Success Stories | Engineering A Real-Time Betting Platform

Journey to High-Concurrency Reliability

A fast-growing real-time fantasy sports and betting platform, faced complex engineering challenges as it scaled to support thousands of concurrent bettors across multiple global markets. From service outages triggered by database bottlenecks to latency during high-traffic sports events, the platform struggled to meet performance, resilience, and delivery demands.

Axelerant partnered with the platform to overhaul its backend systems, streaming infrastructure, aggregation pipelines, and delivery processes. Together, the teams re-engineered the platform to support low-latency APIs, efficient streaming, secure AWS environments, and a component-based delivery culture, unlocking the ability to support 20,000+ concurrent markets with minimal operational overhead.

About the Customer

The project involves a next-generation fantasy gaming and betting platform that serves users across global markets in real-time. Built to operate under the intense pressure of live sporting events, the platform delivers market updates, transactional APIs, and analytics with millisecond precision.

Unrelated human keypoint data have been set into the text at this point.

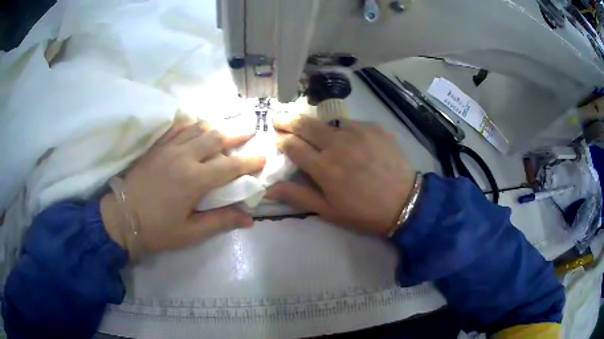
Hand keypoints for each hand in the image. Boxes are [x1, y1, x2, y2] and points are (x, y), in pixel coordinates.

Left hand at [101, 123, 265, 255]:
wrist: (121, 218)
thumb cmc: (156, 230)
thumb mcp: (190, 233)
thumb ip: (220, 222)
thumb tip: (249, 220)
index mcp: (194, 180)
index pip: (229, 166)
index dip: (249, 162)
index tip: (262, 158)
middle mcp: (184, 157)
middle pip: (215, 138)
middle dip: (236, 134)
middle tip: (250, 131)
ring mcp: (168, 148)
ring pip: (197, 128)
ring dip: (215, 126)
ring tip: (227, 126)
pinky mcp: (156, 147)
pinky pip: (177, 128)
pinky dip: (190, 125)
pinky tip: (196, 125)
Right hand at [267, 114, 415, 234]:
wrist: (405, 202)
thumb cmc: (363, 211)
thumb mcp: (328, 210)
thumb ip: (297, 196)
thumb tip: (268, 188)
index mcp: (323, 167)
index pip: (292, 145)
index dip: (280, 139)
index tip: (276, 137)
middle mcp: (337, 143)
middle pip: (305, 124)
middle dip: (287, 119)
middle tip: (279, 116)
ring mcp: (358, 132)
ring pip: (329, 122)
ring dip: (319, 126)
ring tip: (321, 134)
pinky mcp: (375, 127)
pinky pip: (353, 124)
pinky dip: (346, 131)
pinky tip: (352, 141)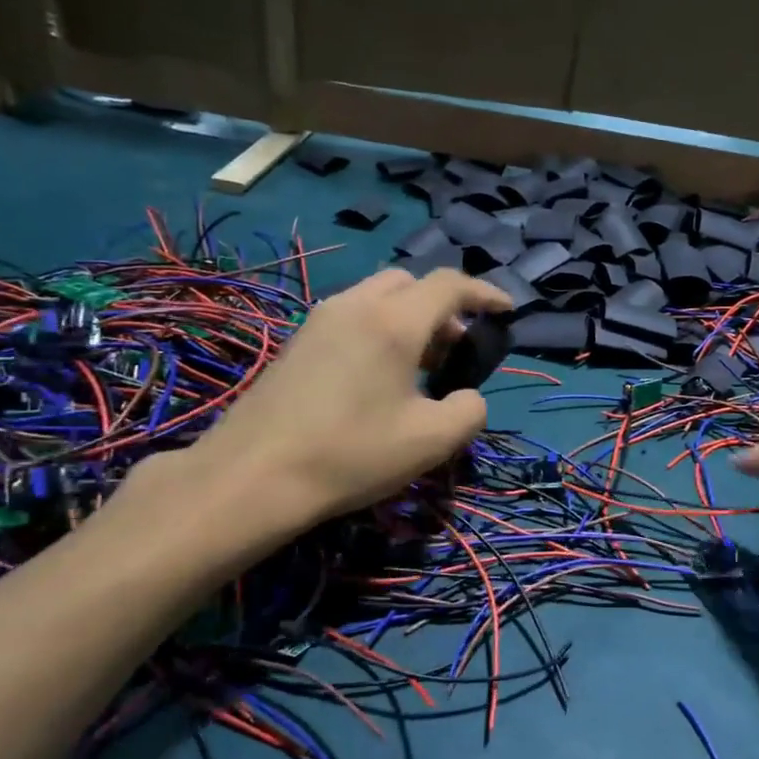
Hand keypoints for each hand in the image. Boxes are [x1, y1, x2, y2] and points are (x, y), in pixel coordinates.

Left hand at [166, 267, 510, 555]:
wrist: (252, 476)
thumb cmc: (351, 454)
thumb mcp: (432, 441)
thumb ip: (470, 411)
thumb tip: (468, 397)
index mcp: (394, 322)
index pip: (450, 285)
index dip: (485, 294)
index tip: (506, 312)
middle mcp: (356, 306)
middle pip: (411, 283)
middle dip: (443, 307)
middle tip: (455, 350)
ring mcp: (320, 320)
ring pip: (378, 297)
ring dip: (409, 318)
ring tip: (420, 367)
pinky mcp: (297, 342)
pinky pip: (353, 316)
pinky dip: (380, 329)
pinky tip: (377, 378)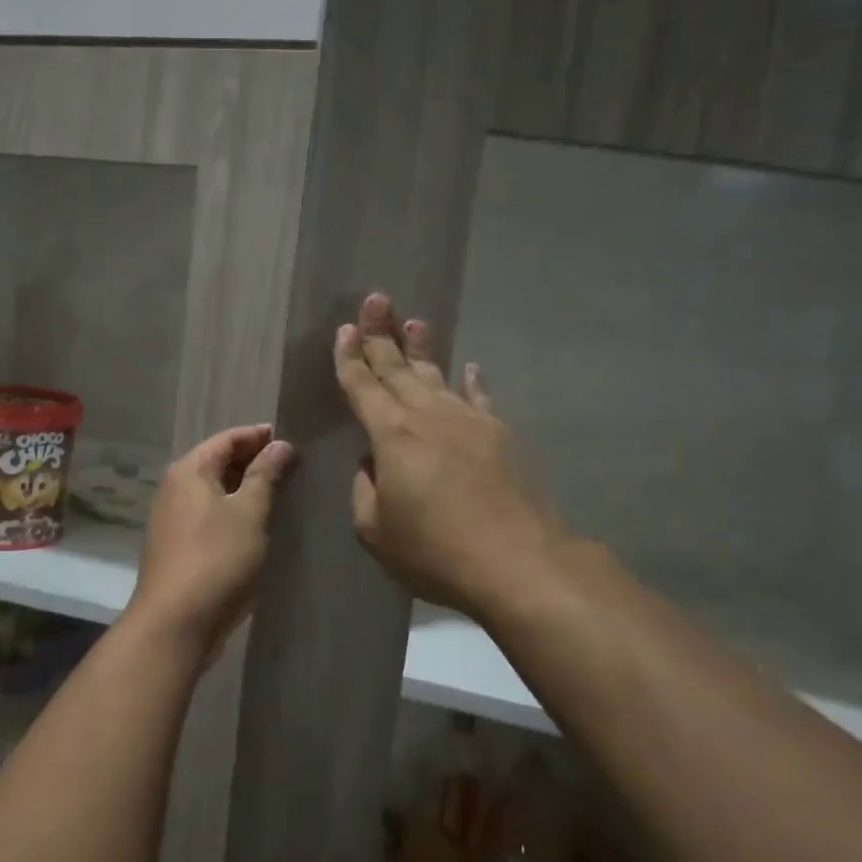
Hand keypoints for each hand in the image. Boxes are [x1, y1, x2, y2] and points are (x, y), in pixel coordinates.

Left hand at [129, 424, 293, 655]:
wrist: (175, 623)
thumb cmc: (216, 559)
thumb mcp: (249, 513)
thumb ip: (265, 475)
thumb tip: (280, 445)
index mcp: (189, 471)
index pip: (226, 439)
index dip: (258, 436)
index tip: (289, 439)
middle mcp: (174, 488)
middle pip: (216, 463)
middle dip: (252, 462)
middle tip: (291, 467)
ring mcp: (171, 520)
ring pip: (213, 492)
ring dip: (243, 489)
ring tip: (279, 494)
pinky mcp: (176, 547)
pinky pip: (208, 517)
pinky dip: (232, 513)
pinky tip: (254, 526)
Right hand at [334, 292, 563, 616]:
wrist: (517, 561)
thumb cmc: (434, 549)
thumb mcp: (375, 529)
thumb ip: (365, 488)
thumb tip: (374, 463)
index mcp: (391, 435)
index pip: (362, 386)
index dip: (349, 358)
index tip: (344, 329)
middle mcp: (428, 415)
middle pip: (398, 368)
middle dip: (382, 334)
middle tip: (376, 300)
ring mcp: (469, 420)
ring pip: (437, 375)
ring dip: (422, 348)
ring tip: (414, 321)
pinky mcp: (499, 435)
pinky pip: (479, 398)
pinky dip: (471, 381)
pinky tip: (469, 367)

The business is built on velocity and scale, where user trust is deeply tied to application reliability and speed during peak concurrency.

20000+
Concurrent Live Markets
3,000+
Concurrent Bettors
250+
Concurrent Agents

The Challenge

The platform's explosive growth introduced high-stakes engineering and delivery challenges:

API Latency And Infrastructure Load

Unpredictable spikes during sports events led to latency above acceptable thresholds (P99 > 2s), compromising core user workflows.

Backend throughput plateaued at ~140 RPS, blocking user scale and stressing transactional endpoints.

Database-level deadlocks triggered cascading service outages due to unbounded query payloads.

Streaming System Bottlenecks

Python-based independent streaming processes created memory bloat, CPU exhaustion, and deployment friction.

Markets often failed to update in time, especially when supporting 20K+ market live feeds.

Platform Fragility And Incident Recovery Gaps

Service-wide outages were triggered by silent proxy bypass, logging overloads, and lack of monitoring guardrails.

Operational runbooks and observability pipelines were insufficient for root cause analysis.

Multi-Level Data Aggregation Failure

Dashboard APIs triggered recursive joins across user hierarchies, causing long query times and data inconsistencies.

Real-time visibility into betting PnL was inconsistent and unstable.

Delivery Model Constraints

Feature delivery was unpredictable post-MVP due to siloed responsibilities and backend/frontend misalignment.

Rework and missed expectations increased due to late integration and fragmented QA cycles.

Experience Bottlenecks On Login

The platform’s first-touch user flow suffered from large bundle sizes, long FCP/LCP, and blocking tasks.

Lighthouse scores dropped below 70, impacting SEO and user retention.

The Solution

Axelerant deployed a comprehensive engineering-first transformation, re-architecting core services, infrastructure, and team workflows.

Cloud-Native Platform With Kubernetes And Golang

Built a fully containerized platform on Kubernetes with namespaced isolation, pod-level scaling, and GitOps workflows via ArgoCD and Helm.

Rewrote Python services in Golang, cutting CPU usage from 6–8 cores to <1 core and memory from 16 GB to <500 MB per pod.

Added Redis ElastiCache, PostgreSQL with failover, and Kafka with persistent topics for real-time message streams.

Enhanced autoscaling logic via Karpenter and PerfectScale; enabled observability using OpenTelemetry.

Streaming Rewrite For 15x Efficiency

Replaced fragmented Python processes with a unified Go service using goroutines and persistent WebSocket connections.

Reduced memory usage from 6 GB → 150 MB and CPU from 2.5 cores → 0.1 core.

Added configurable goroutine pools, message queue backpressure controls, and fault isolation mechanisms.

Introduced streaming observability with Prometheus, Loki, and custom Grafana dashboards.

Database Deadlock Mitigation And Recovery Engineering

Applied query payload governance, setting upper bounds on joins, subqueries, and sort parameters.

Added retry-safe transactional workflows and async processors for slow writes.

Designed incident recovery playbooks with pinned session flushing, log pruning, and failover management.

Multi-Account AWS Control Tower Setup

Transitioned to an AWS Control Tower model, segmenting dev, staging, and production environments.

Integrated Google Workspace with AWS SSO to manage role-based access across developer, product, and quality teams.

Applied SCPs, CloudTrail, and VPC Flow Logs to enforce security compliance.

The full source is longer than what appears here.